Cogolin avait détalé comme les autres. Lorsqu’il s’arrêta tout essoufflé, il se campa comme il avait vu faire son maître, et dit :
"Corbacque, nous avons remporté la victoire !"
S’étant essuyé le front, il réfléchit que sans aucun doute le chevalier passerait la nuit au Louvre. Un instant, il songea à aller se présenter au guichet de la grande porte. Il dirait simplement :
"C’est moi, Cogolin, l’écuyer du chevalier de Capestang."

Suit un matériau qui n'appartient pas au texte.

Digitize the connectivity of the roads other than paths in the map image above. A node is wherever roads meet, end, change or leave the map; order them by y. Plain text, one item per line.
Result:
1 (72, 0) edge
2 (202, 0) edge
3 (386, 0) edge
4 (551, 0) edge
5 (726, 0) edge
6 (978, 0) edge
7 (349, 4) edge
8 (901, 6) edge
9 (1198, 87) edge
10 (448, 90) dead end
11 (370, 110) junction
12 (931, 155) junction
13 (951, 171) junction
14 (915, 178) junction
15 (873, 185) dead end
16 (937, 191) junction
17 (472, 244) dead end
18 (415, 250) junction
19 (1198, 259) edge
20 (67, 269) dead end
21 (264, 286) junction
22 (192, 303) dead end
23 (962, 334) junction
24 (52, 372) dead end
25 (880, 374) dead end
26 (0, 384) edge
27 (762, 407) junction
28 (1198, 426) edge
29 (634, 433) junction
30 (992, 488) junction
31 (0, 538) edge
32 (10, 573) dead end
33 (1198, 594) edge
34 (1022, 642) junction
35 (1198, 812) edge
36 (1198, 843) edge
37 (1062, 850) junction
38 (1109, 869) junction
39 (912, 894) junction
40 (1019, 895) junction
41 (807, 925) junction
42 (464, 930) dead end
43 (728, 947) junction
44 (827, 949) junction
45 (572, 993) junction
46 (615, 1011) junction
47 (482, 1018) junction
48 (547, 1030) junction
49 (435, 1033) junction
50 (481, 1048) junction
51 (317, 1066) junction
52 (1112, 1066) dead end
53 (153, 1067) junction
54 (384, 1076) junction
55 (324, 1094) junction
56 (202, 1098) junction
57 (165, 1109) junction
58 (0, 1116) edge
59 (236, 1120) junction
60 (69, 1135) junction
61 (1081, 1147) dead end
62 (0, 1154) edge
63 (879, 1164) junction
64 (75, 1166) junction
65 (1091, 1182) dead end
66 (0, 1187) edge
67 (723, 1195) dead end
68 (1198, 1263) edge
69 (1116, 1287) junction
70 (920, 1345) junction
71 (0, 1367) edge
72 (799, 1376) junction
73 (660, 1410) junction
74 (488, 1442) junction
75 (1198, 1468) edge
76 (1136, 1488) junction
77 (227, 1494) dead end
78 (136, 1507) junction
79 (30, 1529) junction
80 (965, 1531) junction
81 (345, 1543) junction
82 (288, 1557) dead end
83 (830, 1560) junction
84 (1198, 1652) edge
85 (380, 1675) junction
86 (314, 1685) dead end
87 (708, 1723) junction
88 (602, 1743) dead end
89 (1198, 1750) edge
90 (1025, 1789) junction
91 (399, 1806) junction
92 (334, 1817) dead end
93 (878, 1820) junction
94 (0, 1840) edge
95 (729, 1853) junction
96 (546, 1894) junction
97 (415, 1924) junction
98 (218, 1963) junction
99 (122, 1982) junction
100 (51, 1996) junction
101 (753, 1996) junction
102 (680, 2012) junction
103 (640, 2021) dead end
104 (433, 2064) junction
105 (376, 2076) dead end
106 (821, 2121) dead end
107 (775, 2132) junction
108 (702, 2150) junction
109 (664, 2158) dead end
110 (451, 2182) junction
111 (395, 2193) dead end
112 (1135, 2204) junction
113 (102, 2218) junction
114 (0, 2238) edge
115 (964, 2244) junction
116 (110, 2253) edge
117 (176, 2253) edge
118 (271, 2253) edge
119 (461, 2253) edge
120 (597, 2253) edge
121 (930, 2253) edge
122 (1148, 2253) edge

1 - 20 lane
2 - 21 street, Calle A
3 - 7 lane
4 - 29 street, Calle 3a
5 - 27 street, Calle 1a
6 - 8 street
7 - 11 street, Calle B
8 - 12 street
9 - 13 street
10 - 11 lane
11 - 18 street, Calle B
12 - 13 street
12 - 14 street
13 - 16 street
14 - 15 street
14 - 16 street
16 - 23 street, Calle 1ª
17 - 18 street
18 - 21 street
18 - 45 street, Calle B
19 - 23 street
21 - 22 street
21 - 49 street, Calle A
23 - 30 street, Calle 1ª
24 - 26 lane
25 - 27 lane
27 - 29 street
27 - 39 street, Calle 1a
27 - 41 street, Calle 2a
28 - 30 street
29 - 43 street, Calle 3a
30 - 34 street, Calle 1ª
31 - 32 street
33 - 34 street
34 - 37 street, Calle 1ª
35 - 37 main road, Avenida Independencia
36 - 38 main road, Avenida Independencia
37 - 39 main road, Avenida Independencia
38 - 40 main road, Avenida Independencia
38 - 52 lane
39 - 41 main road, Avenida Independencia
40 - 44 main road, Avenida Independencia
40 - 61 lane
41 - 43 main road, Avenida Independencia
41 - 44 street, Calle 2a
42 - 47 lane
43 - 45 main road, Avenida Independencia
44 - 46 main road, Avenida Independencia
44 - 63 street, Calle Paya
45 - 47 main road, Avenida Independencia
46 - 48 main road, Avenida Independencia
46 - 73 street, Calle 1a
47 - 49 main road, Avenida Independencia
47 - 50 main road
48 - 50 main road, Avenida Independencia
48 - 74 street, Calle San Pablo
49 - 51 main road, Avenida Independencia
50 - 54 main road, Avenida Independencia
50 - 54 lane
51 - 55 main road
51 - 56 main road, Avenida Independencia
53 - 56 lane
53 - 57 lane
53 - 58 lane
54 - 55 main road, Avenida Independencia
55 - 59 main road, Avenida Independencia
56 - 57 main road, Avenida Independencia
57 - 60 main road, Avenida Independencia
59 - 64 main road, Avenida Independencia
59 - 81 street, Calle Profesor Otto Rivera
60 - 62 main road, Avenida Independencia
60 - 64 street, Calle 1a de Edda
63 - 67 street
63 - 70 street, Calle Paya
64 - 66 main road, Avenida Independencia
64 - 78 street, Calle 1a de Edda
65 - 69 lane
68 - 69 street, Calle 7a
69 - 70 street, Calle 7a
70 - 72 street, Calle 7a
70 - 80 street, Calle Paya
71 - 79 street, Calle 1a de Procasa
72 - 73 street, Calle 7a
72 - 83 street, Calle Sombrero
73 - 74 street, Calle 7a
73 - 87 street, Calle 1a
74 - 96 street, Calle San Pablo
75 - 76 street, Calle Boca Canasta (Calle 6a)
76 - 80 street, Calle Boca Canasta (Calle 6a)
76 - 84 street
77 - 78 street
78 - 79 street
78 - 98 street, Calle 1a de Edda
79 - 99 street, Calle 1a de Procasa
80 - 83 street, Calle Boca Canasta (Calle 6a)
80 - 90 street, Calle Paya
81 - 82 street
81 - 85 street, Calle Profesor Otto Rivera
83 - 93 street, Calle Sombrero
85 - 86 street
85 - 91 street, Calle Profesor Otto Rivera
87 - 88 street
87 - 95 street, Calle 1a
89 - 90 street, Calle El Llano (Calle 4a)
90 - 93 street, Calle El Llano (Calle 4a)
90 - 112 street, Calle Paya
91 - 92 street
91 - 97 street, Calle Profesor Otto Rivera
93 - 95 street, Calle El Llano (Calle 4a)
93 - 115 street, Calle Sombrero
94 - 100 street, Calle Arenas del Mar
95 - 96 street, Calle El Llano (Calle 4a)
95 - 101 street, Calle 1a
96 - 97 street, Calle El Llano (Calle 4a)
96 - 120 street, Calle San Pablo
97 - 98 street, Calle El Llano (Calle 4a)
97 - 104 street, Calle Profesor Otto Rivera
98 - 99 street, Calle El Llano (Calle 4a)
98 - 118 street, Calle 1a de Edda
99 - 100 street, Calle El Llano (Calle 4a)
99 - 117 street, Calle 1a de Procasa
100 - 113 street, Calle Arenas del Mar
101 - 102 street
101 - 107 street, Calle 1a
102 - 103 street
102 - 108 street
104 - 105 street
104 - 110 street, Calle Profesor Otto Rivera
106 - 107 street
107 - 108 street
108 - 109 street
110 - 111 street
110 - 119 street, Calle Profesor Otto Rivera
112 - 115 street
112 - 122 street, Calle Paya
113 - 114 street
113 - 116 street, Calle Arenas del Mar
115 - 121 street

Mais au bout de quelques pas qu’il avait commencés dans la direction du Louvre, un doute lui vint sur l’accueil qui lui serait fait et la célébrité de son nom. Alors il résolut de glorifier à lui tout seul la grande victoire. S’étant fouillé, il se rappela que, pour le moment, le chevalier était détenteur de la bourse, mais il vit qu’il se trouvait tout de même en possession de six écus. Cogolin résolut de manger et de boire les six écus jusqu’au dernier, persuadé que le lendemain matin il nagerait dans l’opulence, le roi ne pouvant manquer de couvrir d’or celui qui venait de le sauver.
Il jeta un coup d’œil autour de lui, et s’aperçut que sa fuite précipitée l’avait conduit jusqu’aux abords du Temple, dont la tour silencieuse dressait sa sombre masse dans le ciel noir, alors il se dirigea vers le centre de Paris.
En arrivant à l’angle de la rue du Chaume et de la rue des Quatre-Fils, il s’arrêta étonné du spectacle qui le frappait : des gens arrivaient du fond de Paris, par groupes de trois ou quatre, les uns à cheval, les autres à pied balançant d’une main la petite lanterne en papier qui éclairait leur route. Tous ces nocturnes promeneurs s’engouffraient sous la grande porte d’un vaste hôtel que Cogolin, en homme qui connaissait à fond son Paris, nomma sur-le-champ :
"L’hôtel de Guise ! fit-il entre ses dents. Or çà, est-ce qu’il y a ballet chez M. le duc, et tous ces gens viennent-ils donc y danser en l’honneur du triomphe de Sa Majesté ? Hum ! Voici des danseurs bien étranges, avec leurs mines mystérieuses, et ces crosses de pistolets que j’ai entrevues. Que diable se passe-t-il ce soir dans l’hôtel de Guise ?
— Au large !" gronda près de lui une voix.
Cogolin vit s’agiter une ombre, entendit le cliquetis d’une arme et, recourant une fois de plus à ses longues jambes, s’empressa de mettre une respectable distance entre lui et ceux qui faisaient si bonne garde autour de l’hôtel. Il parvint ainsi jusqu’à une certaine ruelle mal famée, appelée rue des Singes, nous ignorons pourquoi. Cette rue des Singes était un vrai cloaque, tant au moral qu’au physique. A droite et à gauche, une douzaine de maisons, de masures. Chaque rez-de-chaussée était un cabaret, chaque cabaret portait son enseigne, et toutes les enseignes s’enchevêtraient, se heurtaient et grinçaient au moindre souffle de vent.